Scotland’s University of Edinburgh, after proposing a ban on Bibles and denying a Christian campus group the right to hold a conference on the immorality of homosexuality, has extended the welcome mat to the school’s Pagan Society to hold its annual meeting on campus next month.
The pagan conference will feature presentations on a variety of topics, including Magic and Witchcraft in the 21st Century, Pagan Parenting, Pagan Marriage, Pagan Symbolism and Practice and Ancient Greek magic. A workshop in tribal dance will be held at the university Student’s Association.
“It will be an opportunity for people to listen to talks on various aspects of modern paganism and socialize with like-minded people in a relaxed, tolerant atmosphere,” said John Macintyre, presiding officer of Pagan Federation Scotland. “Most people now recognize that the old stereotypes about witches and witchcraft are way off the mark and there is nothing remotely sinister about it.”

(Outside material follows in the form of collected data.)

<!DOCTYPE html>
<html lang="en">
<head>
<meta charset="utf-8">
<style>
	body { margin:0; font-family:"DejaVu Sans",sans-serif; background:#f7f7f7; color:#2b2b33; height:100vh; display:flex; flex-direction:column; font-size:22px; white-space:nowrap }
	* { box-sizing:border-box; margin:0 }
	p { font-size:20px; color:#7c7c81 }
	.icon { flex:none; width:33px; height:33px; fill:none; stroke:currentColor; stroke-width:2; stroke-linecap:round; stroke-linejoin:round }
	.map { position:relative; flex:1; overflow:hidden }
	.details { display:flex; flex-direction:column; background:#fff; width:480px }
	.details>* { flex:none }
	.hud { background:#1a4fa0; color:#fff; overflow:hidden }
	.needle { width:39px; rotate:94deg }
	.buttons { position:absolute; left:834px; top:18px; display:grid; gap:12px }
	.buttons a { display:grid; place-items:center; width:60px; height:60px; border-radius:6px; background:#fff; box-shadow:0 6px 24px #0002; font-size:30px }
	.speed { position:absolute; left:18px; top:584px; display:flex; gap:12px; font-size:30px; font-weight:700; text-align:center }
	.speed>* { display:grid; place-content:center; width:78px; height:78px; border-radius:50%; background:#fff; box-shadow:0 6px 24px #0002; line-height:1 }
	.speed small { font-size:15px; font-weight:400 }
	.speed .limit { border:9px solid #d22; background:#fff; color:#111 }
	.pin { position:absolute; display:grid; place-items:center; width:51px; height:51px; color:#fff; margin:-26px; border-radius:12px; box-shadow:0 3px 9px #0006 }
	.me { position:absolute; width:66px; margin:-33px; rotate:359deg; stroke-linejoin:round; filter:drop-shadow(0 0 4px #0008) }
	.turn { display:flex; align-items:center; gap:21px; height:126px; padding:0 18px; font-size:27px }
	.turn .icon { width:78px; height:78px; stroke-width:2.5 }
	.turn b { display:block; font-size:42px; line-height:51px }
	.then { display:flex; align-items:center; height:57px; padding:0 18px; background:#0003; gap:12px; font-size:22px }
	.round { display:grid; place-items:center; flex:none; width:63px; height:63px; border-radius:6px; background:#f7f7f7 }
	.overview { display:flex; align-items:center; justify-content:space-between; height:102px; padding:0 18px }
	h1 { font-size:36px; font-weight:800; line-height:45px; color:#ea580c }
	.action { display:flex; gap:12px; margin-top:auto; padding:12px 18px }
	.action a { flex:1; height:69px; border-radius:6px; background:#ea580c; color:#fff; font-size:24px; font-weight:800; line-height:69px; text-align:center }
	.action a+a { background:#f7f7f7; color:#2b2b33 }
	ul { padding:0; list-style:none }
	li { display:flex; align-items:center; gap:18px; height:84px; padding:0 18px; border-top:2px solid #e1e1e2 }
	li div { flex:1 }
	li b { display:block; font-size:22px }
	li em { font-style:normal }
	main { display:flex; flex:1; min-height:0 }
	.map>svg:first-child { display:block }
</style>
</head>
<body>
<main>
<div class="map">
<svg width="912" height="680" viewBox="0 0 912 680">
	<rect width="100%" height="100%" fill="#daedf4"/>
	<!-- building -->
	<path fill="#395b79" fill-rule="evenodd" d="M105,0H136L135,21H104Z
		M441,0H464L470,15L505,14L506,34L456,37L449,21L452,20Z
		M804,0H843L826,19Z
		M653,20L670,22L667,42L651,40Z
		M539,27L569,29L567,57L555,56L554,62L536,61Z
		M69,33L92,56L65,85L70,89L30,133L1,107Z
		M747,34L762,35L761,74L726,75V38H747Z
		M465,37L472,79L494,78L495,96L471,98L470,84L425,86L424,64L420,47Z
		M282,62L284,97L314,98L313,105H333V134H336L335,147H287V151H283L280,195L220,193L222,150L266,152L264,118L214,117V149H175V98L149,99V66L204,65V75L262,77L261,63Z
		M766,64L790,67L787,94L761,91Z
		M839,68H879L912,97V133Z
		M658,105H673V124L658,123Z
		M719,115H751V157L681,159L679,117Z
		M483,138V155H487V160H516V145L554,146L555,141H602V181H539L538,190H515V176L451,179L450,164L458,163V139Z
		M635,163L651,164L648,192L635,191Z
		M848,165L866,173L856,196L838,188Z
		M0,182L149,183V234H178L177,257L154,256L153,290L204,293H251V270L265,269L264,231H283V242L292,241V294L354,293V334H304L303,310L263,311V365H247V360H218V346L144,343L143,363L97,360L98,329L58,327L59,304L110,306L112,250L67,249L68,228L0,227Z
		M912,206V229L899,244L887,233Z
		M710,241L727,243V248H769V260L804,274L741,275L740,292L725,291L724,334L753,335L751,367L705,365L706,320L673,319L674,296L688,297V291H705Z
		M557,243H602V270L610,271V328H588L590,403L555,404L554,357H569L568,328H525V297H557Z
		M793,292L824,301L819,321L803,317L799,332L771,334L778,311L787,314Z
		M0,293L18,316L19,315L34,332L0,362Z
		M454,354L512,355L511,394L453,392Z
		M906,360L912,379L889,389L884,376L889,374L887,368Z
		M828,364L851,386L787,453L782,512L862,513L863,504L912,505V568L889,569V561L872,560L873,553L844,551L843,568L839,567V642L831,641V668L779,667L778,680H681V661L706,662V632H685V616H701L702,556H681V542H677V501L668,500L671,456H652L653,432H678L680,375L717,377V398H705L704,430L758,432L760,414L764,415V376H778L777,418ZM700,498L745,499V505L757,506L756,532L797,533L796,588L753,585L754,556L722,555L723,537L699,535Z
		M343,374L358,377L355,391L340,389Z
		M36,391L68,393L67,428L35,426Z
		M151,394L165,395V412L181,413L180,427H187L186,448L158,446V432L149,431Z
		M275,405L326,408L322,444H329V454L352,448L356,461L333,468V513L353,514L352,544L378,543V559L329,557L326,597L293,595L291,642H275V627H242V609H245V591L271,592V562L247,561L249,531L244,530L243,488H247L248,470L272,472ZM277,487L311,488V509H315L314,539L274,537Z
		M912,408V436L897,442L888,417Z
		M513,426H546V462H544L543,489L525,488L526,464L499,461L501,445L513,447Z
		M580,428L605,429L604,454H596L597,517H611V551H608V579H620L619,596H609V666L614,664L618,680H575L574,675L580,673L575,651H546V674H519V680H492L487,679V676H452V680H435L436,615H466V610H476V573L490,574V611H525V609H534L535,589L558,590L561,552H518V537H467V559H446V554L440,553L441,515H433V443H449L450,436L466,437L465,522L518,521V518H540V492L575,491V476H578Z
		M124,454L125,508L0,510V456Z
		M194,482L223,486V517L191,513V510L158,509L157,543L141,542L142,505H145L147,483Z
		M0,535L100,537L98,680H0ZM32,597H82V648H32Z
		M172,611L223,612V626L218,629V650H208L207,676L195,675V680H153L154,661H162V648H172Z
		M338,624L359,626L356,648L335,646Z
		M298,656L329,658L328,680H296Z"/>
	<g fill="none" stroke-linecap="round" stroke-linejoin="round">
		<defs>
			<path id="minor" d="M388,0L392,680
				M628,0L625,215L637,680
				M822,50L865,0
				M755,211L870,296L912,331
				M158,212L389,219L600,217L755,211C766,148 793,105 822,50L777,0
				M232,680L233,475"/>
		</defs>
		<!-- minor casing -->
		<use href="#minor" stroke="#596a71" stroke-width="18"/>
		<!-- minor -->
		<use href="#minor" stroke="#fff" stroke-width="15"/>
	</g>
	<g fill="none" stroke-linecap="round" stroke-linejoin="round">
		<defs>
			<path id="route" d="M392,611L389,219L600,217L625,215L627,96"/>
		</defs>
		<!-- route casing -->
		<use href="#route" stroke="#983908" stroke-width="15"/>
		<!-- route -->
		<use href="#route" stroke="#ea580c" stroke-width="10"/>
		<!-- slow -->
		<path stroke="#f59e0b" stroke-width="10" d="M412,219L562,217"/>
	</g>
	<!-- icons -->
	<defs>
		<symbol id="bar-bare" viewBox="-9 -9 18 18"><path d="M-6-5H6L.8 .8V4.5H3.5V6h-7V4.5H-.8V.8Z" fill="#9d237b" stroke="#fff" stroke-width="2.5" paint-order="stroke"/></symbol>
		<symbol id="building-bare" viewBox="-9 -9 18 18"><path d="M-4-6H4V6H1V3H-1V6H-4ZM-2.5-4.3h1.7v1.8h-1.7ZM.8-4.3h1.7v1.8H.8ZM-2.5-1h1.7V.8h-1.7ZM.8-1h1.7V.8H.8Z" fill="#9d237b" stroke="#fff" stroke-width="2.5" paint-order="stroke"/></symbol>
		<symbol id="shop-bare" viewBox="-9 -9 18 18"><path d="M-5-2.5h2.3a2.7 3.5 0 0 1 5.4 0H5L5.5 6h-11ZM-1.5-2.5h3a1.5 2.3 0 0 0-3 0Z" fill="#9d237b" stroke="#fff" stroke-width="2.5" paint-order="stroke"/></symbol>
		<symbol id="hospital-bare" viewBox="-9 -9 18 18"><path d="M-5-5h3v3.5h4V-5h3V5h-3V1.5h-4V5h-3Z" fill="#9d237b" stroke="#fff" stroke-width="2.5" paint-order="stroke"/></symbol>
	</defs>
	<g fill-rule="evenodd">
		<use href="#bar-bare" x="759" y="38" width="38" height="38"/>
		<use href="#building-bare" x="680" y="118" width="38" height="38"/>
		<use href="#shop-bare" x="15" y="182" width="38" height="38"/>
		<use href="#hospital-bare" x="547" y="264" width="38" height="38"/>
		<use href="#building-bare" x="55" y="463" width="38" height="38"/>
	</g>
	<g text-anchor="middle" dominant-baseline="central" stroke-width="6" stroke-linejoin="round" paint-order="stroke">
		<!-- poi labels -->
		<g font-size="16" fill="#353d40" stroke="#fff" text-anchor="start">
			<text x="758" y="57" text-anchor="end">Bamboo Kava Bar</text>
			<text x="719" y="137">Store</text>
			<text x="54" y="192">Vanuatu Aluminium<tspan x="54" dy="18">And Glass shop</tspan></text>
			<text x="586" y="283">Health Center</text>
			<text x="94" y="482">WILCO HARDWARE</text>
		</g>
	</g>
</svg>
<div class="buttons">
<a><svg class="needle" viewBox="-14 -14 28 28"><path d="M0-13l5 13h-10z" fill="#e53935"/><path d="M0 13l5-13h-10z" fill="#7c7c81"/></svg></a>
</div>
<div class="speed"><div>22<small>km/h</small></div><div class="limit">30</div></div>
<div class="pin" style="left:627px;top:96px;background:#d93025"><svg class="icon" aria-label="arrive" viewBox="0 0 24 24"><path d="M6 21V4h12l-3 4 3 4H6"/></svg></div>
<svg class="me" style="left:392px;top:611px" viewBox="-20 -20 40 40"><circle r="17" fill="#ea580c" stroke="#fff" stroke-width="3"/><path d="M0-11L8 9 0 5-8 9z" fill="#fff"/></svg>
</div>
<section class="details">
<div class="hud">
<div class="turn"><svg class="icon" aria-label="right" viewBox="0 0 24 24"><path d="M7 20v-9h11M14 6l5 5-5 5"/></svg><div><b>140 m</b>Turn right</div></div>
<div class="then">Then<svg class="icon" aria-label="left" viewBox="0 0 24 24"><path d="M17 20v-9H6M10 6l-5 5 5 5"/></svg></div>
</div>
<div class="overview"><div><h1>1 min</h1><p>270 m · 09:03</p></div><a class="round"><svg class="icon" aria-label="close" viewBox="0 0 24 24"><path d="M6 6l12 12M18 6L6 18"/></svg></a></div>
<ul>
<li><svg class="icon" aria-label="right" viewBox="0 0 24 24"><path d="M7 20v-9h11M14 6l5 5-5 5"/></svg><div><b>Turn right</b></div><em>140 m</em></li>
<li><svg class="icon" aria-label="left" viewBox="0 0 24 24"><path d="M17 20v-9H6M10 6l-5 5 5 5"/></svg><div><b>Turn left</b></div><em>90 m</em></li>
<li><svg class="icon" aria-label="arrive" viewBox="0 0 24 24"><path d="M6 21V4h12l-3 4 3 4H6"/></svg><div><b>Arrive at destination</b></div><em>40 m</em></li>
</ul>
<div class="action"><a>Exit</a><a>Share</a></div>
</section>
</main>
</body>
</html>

“Remotely sinister,” it seems, is reserved for Christians at Edinburgh.
In 2005, WND reported plans to begin banning Bibles from Edinburgh student halls of residence due to concern they are the source of discrimination against students of other faiths.
The ban was a response to student association protests as well as an agenda to equally support all faiths, a university spokesman told the Times of London.
While a Gideon Bible had traditionally been placed in the room of all new students, officials decided they could be offensive to some. Removal, advocates said, was about “respecting diversity,” not attacking Christianity.
The previous year, Edinburgh removed prayer from graduation ceremonies.
The decision to allow the Pagan Society to hold its meeting on campus comes a year after university officials denied the same privilege to the university’s Christian Union.
Officials banned a course on the dangers of homosexuality the group wanted to teach, saying it was in violation of the university’s guidelines. A compromise offered by the university allowed the course to be taught if posters offering differing views were prominently displayed.
“This seems to be a clear case of discrimination,” said Matthew Tindale, a Christian Union staff worker. “It’s okay for other religions, such as the pagans, to have their say at the university, but there appears to be a reluctance to allow Christians to do the same. All we are asking for is the tolerance that is afforded to other faiths and organizations.”
Simon Dames, spokesman for the Catholic Church in Scotland, called the university’s action an example of “Christianphobia.”
“This appears to be a clear case of double standards,” he said. “The principles of a pluralistic democracy revolve around an acceptance of competing ideas and universities should be enshrining this principle. Anti-racism groups would never be asked to put up posters saying there are alternative views.”
Pagan Macintyre has no sympathy for the Christians’ appeal to fairness, stressing that followers of his faith are tolerant and support the university’s equality policies .
“Pagans, as a rule, don’t believe that sexist or homophobic views are acceptable and discrimination on that basis is deplorable,” he said.